_YOUR ASSIGNMENT_
Reproduce exactly the span of lines beginning at the one with "Please list the nodes and edges formed by all roads that" and ending at the last line of the data below, omitting pictures.

_THE DATA_

============================================================

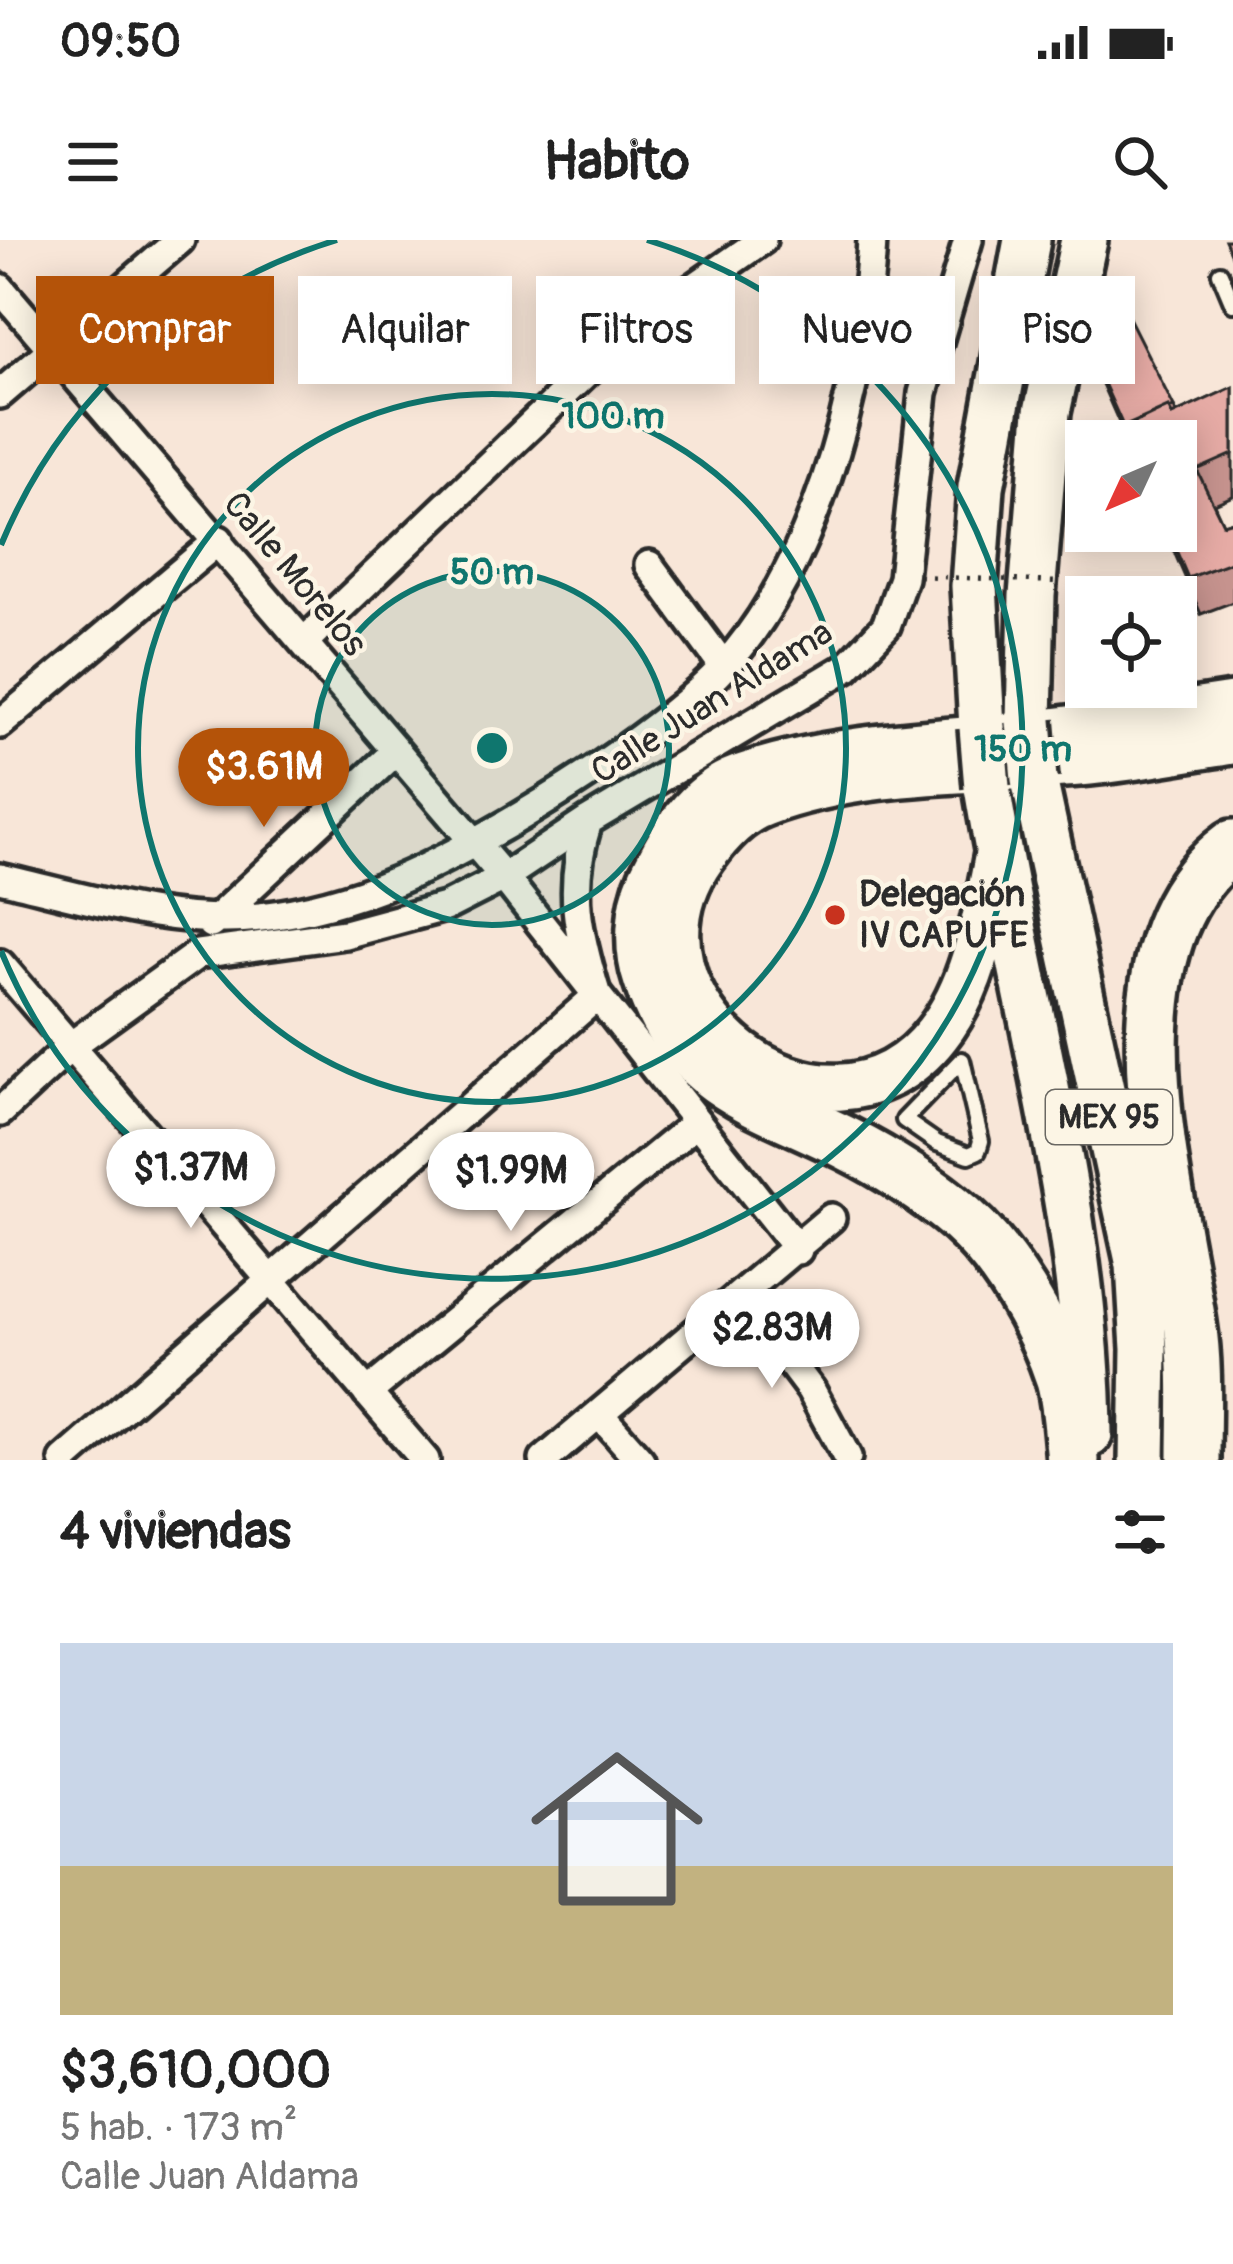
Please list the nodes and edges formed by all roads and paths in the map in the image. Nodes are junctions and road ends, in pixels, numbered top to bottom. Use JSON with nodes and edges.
{"nodes":[{"id":1,"x":180,"y":240,"type":"edge"},
{"id":2,"x":759,"y":240,"type":"edge"},
{"id":3,"x":872,"y":240,"type":"edge"},
{"id":4,"x":968,"y":240,"type":"edge"},
{"id":5,"x":1027,"y":240,"type":"edge"},
{"id":6,"x":1084,"y":240,"type":"edge"},
{"id":7,"x":1220,"y":273,"type":"dead end"},
{"id":8,"x":138,"y":276,"type":"edge"},
{"id":9,"x":0,"y":288,"type":"edge"},
{"id":10,"x":1233,"y":304,"type":"edge"},
{"id":11,"x":36,"y":329,"type":"edge"},
{"id":12,"x":36,"y":364,"type":"edge"},
{"id":13,"x":84,"y":384,"type":"edge"},
{"id":14,"x":0,"y":394,"type":"edge"},
{"id":15,"x":219,"y":539,"type":"junction"},
{"id":16,"x":649,"y":565,"type":"dead end"},
{"id":17,"x":919,"y":576,"type":"dead end"},
{"id":18,"x":1058,"y":582,"type":"dead end"},
{"id":19,"x":306,"y":640,"type":"junction"},
{"id":20,"x":722,"y":664,"type":"junction"},
{"id":21,"x":1233,"y":709,"type":"edge"},
{"id":22,"x":0,"y":724,"type":"edge"},
{"id":23,"x":1233,"y":741,"type":"edge"},
{"id":24,"x":632,"y":742,"type":"junction"},
{"id":25,"x":396,"y":751,"type":"junction"},
{"id":26,"x":655,"y":783,"type":"junction"},
{"id":27,"x":588,"y":821,"type":"junction"},
{"id":28,"x":474,"y":844,"type":"junction"},
{"id":29,"x":1233,"y":846,"type":"edge"},
{"id":30,"x":998,"y":854,"type":"junction"},
{"id":31,"x":504,"y":877,"type":"junction"},
{"id":32,"x":0,"y":878,"type":"edge"},
{"id":33,"x":215,"y":919,"type":"junction"},
{"id":34,"x":199,"y":954,"type":"junction"},
{"id":35,"x":0,"y":964,"type":"edge"},
{"id":36,"x":597,"y":996,"type":"junction"},
{"id":37,"x":72,"y":1045,"type":"junction"},
{"id":38,"x":950,"y":1047,"type":"junction"},
{"id":39,"x":0,"y":1112,"type":"edge"},
{"id":40,"x":695,"y":1124,"type":"junction"},
{"id":41,"x":922,"y":1162,"type":"junction"},
{"id":42,"x":831,"y":1218,"type":"dead end"},
{"id":43,"x":798,"y":1250,"type":"junction"},
{"id":44,"x":273,"y":1278,"type":"junction"},
{"id":45,"x":741,"y":1297,"type":"junction"},
{"id":46,"x":367,"y":1393,"type":"junction"},
{"id":47,"x":600,"y":1415,"type":"junction"},
{"id":48,"x":847,"y":1457,"type":"edge"},
{"id":49,"x":64,"y":1460,"type":"edge"},
{"id":50,"x":425,"y":1460,"type":"edge"},
{"id":51,"x":544,"y":1460,"type":"edge"},
{"id":52,"x":640,"y":1460,"type":"edge"},
{"id":53,"x":1073,"y":1460,"type":"edge"},
{"id":54,"x":1089,"y":1460,"type":"edge"},
{"id":55,"x":1142,"y":1460,"type":"edge"},
{"id":56,"x":1194,"y":1460,"type":"edge"}],
"edges":[{"from":1,"to":8,"type":"street"},
{"from":2,"to":19,"type":"street"},
{"from":3,"to":20,"type":"street"},
{"from":4,"to":26,"type":"street","name":"Calle Juan Aldama"},
{"from":5,"to":30,"type":"highway","number":"MEX 95","bridge":true},
{"from":6,"to":55,"type":"highway","number":"MEX 95","bridge":true},
{"from":7,"to":10,"type":"lane"},
{"from":9,"to":11,"type":"street","name":"Calle Morelos"},
{"from":12,"to":14,"type":"street"},
{"from":13,"to":15,"type":"street","name":"Calle Morelos"},
{"from":15,"to":19,"type":"street","name":"Calle Morelos"},
{"from":15,"to":22,"type":"street"},
{"from":16,"to":20,"type":"street"},
{"from":17,"to":18,"type":"path","bridge":true},
{"from":19,"to":25,"type":"street","name":"Calle Morelos"},
{"from":20,"to":24,"type":"street"},
{"from":21,"to":41,"type":"highway"},
{"from":23,"to":38,"type":"highway"},
{"from":24,"to":26,"type":"street"},
{"from":24,"to":28,"type":"street"},
{"from":25,"to":28,"type":"street","name":"Calle Morelos"},
{"from":25,"to":33,"type":"street","name":"Calle Juan Aldama"},
{"from":26,"to":27,"type":"street","name":"Calle Juan Aldama"},
{"from":27,"to":31,"type":"street","name":"Calle Juan Aldama"},
{"from":27,"to":36,"type":"street"},
{"from":28,"to":31,"type":"street","name":"Calle Morelos"},
{"from":28,"to":33,"type":"street"},
{"from":29,"to":56,"type":"highway"},
{"from":30,"to":38,"type":"highway"},
{"from":30,"to":54,"type":"highway","number":"MEX 95"},
{"from":31,"to":34,"type":"street","name":"Calle Juan Aldama"},
{"from":31,"to":36,"type":"street","name":"Calle Morelos"},
{"from":32,"to":33,"type":"street"},
{"from":33,"to":34,"type":"street","name":"Calle Juan Aldama"},
{"from":34,"to":37,"type":"street","name":"Calle Juan Aldama"},
{"from":35,"to":37,"type":"street"},
{"from":36,"to":40,"type":"street","name":"Calle Morelos"},
{"from":36,"to":44,"type":"street"},
{"from":37,"to":39,"type":"street","name":"Calle Juan Aldama"},
{"from":37,"to":44,"type":"street"},
{"from":38,"to":41,"type":"lane"},
{"from":38,"to":41,"type":"lane"},
{"from":40,"to":43,"type":"street","name":"Calle Morelos"},
{"from":40,"to":46,"type":"street"},
{"from":41,"to":53,"type":"highway"},
{"from":42,"to":43,"type":"street"},
{"from":43,"to":45,"type":"street"},
{"from":44,"to":46,"type":"street"},
{"from":44,"to":49,"type":"street"},
{"from":45,"to":47,"type":"street"},
{"from":45,"to":48,"type":"street"},
{"from":46,"to":50,"type":"street"},
{"from":47,"to":51,"type":"street"},
{"from":47,"to":52,"type":"street"}]}
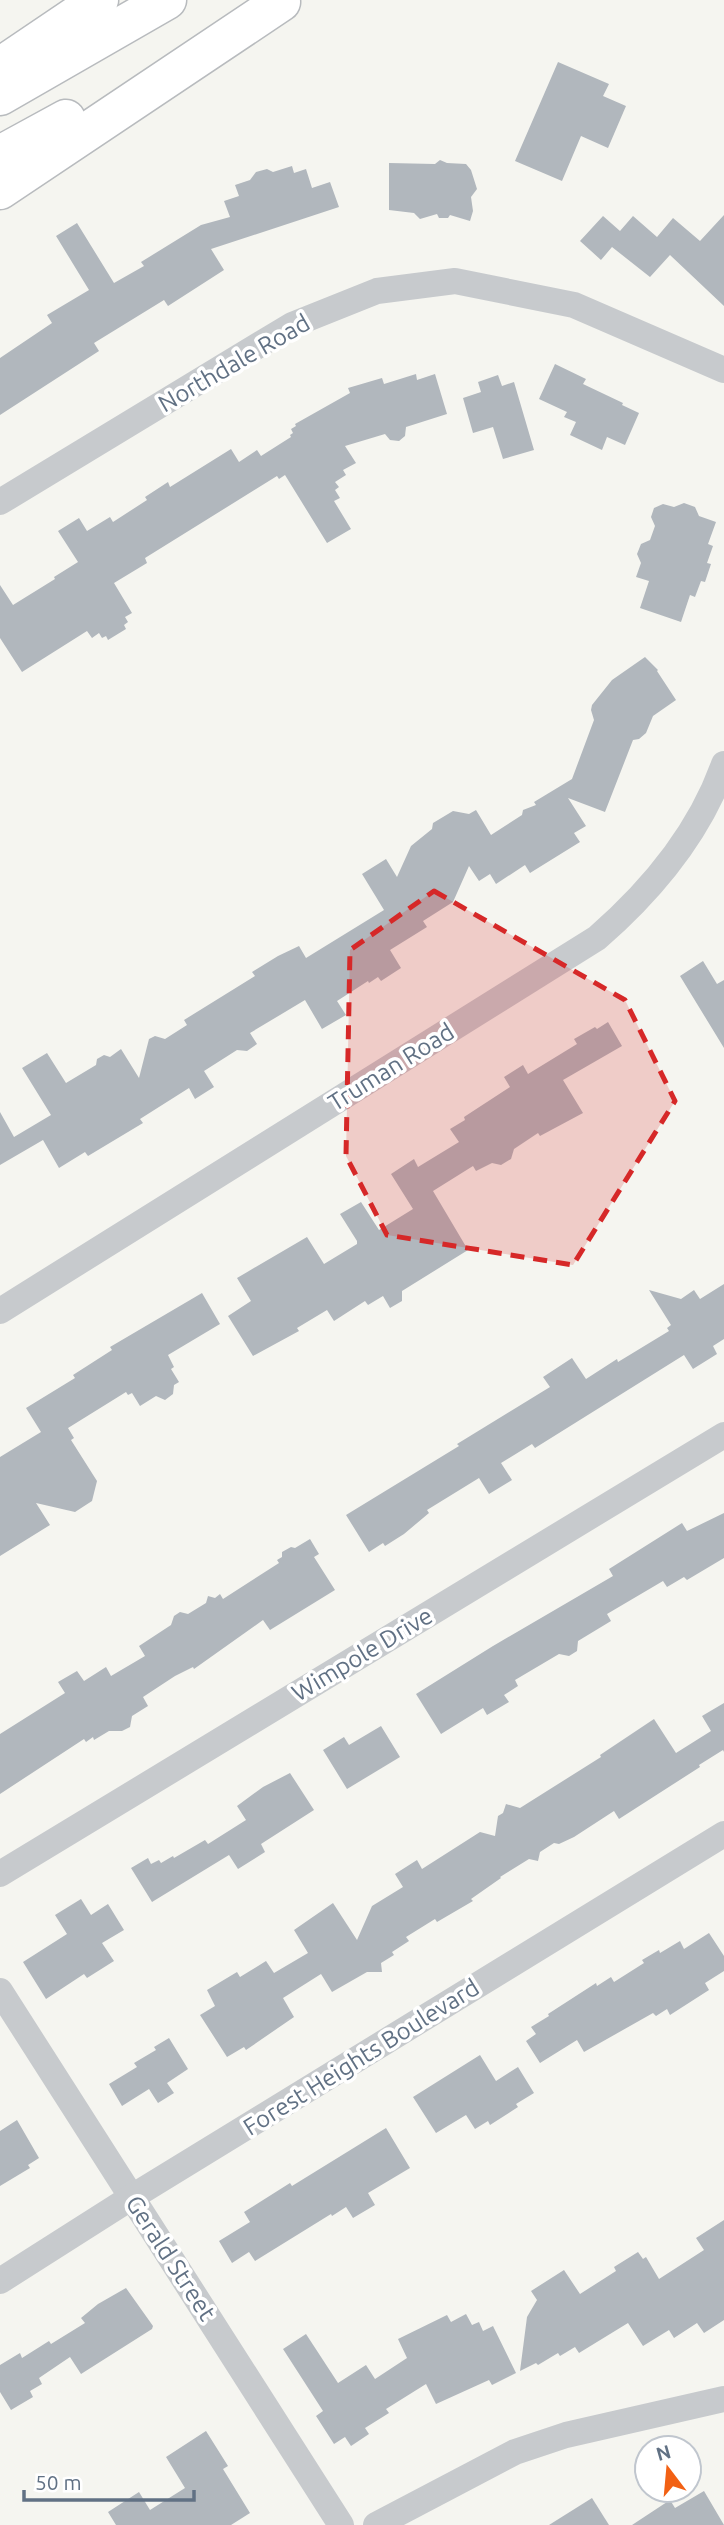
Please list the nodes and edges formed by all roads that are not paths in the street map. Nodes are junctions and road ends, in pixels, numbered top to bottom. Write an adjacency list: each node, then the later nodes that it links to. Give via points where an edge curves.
1 (99, 0): 4 (highway)
2 (167, 0): 5 (highway)
3 (283, 1): 6 (highway); 7 (highway)
4 (0, 67)
5 (0, 96)
6 (0, 155)
7 (0, 190)
8 (724, 370): 9 (street, Northdale Road, via 575,305 455,281 377,291 292,325)
9 (0, 502)
10 (724, 764): 11 (street, Truman Road, via 685,841 625,914 597,937)
11 (0, 1311)
12 (724, 1435): 14 (street, Wimpole Drive)
13 (724, 1834): 16 (street, Forest Heights Boulevard)
14 (0, 1874)
15 (0, 1991): 16 (street, Gerald Street)
16 (132, 2197): 17 (street, Forest Heights Boulevard); 19 (street, Gerald Street)
17 (0, 2281)
18 (724, 2399): 20 (street, via 566,2435 514,2452)
19 (341, 2525)
20 (376, 2525)

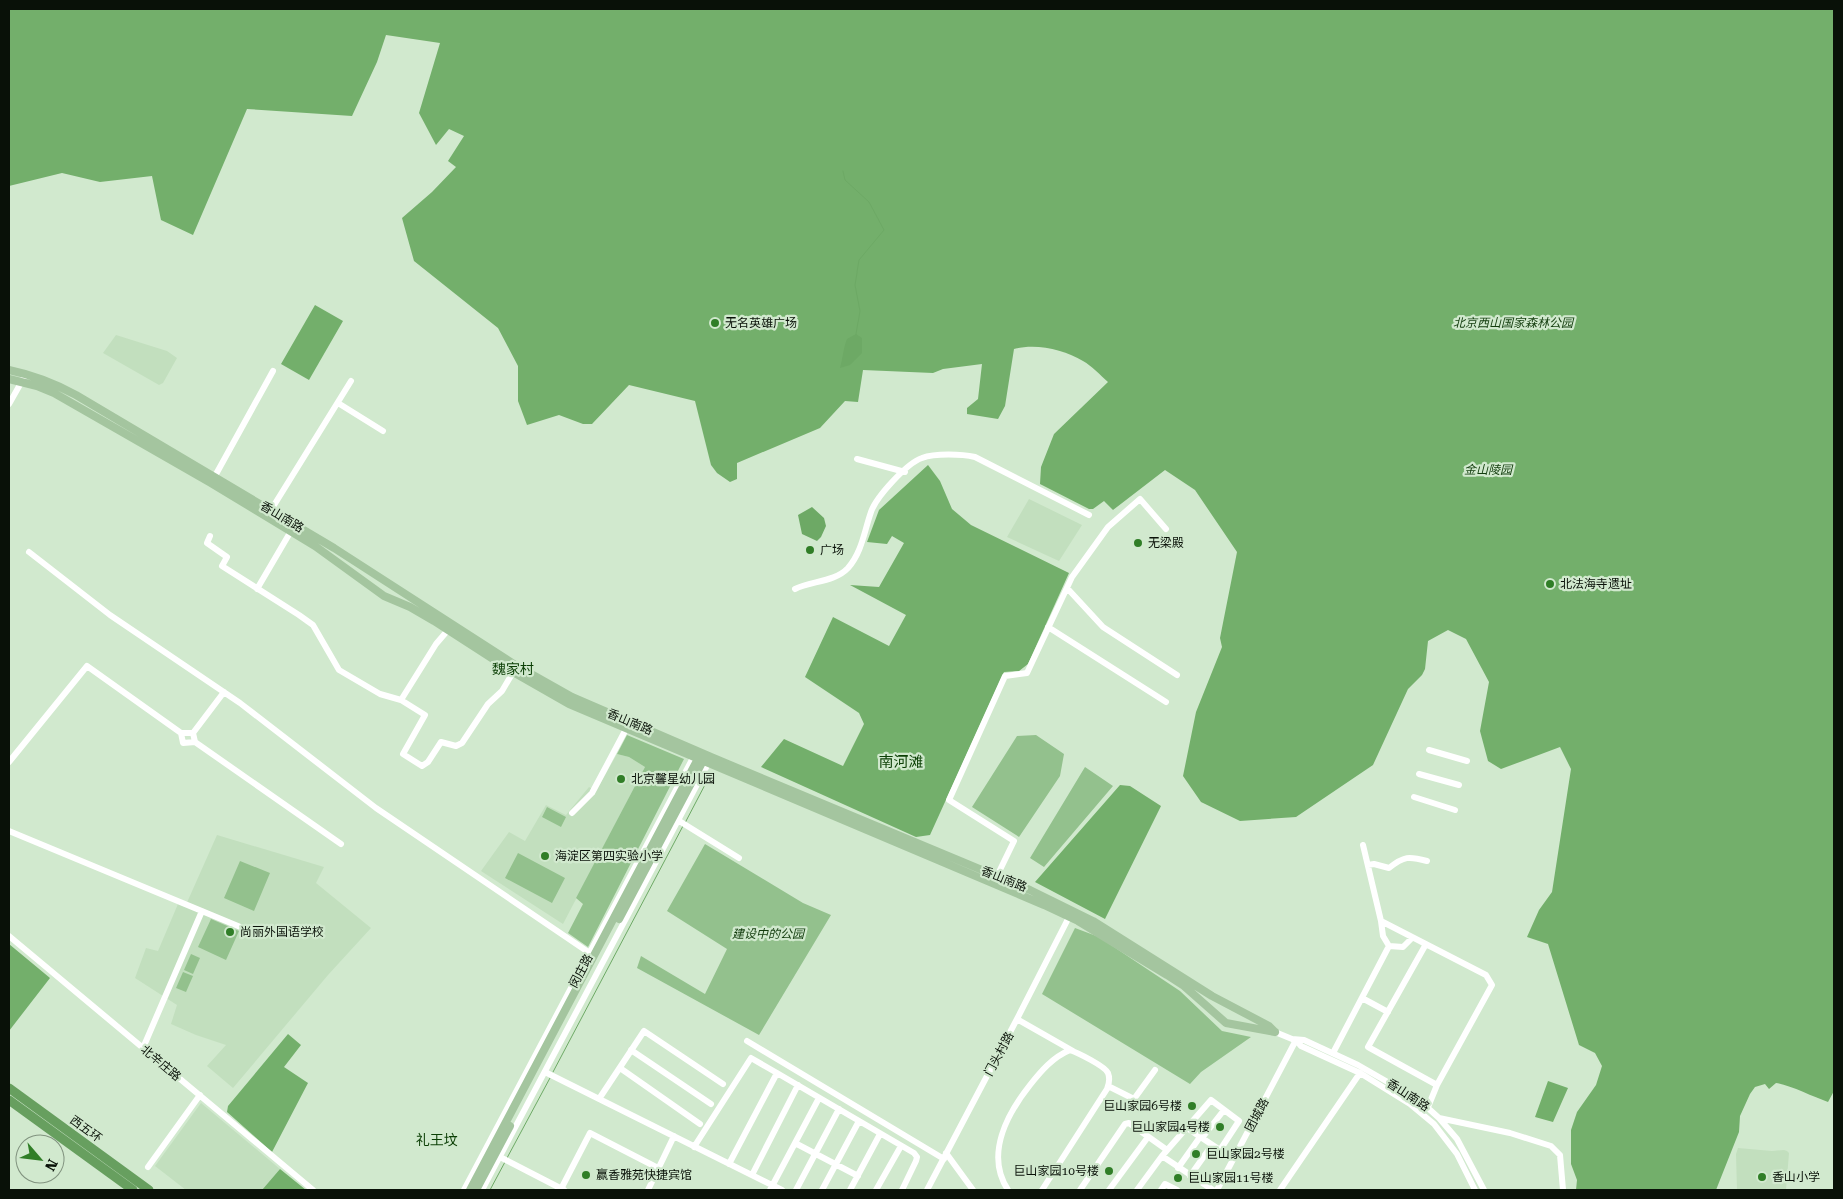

============================================================

_ANSWER TO THE EXERCISE_
Please list the nodes and edges formed by all roads that are not paths in the street map. Nodes are junctions and road ends, in pixels, numbered top to bottom. Write an adjacency list: each node, then the later nodes that it links to. Give via points where an edge curves.
1 (99, 0): 4 (highway)
2 (167, 0): 5 (highway)
3 (283, 1): 6 (highway); 7 (highway)
4 (0, 67)
5 (0, 96)
6 (0, 155)
7 (0, 190)
8 (724, 370): 9 (street, Northdale Road, via 575,305 455,281 377,291 292,325)
9 (0, 502)
10 (724, 764): 11 (street, Truman Road, via 685,841 625,914 597,937)
11 (0, 1311)
12 (724, 1435): 14 (street, Wimpole Drive)
13 (724, 1834): 16 (street, Forest Heights Boulevard)
14 (0, 1874)
15 (0, 1991): 16 (street, Gerald Street)
16 (132, 2197): 17 (street, Forest Heights Boulevard); 19 (street, Gerald Street)
17 (0, 2281)
18 (724, 2399): 20 (street, via 566,2435 514,2452)
19 (341, 2525)
20 (376, 2525)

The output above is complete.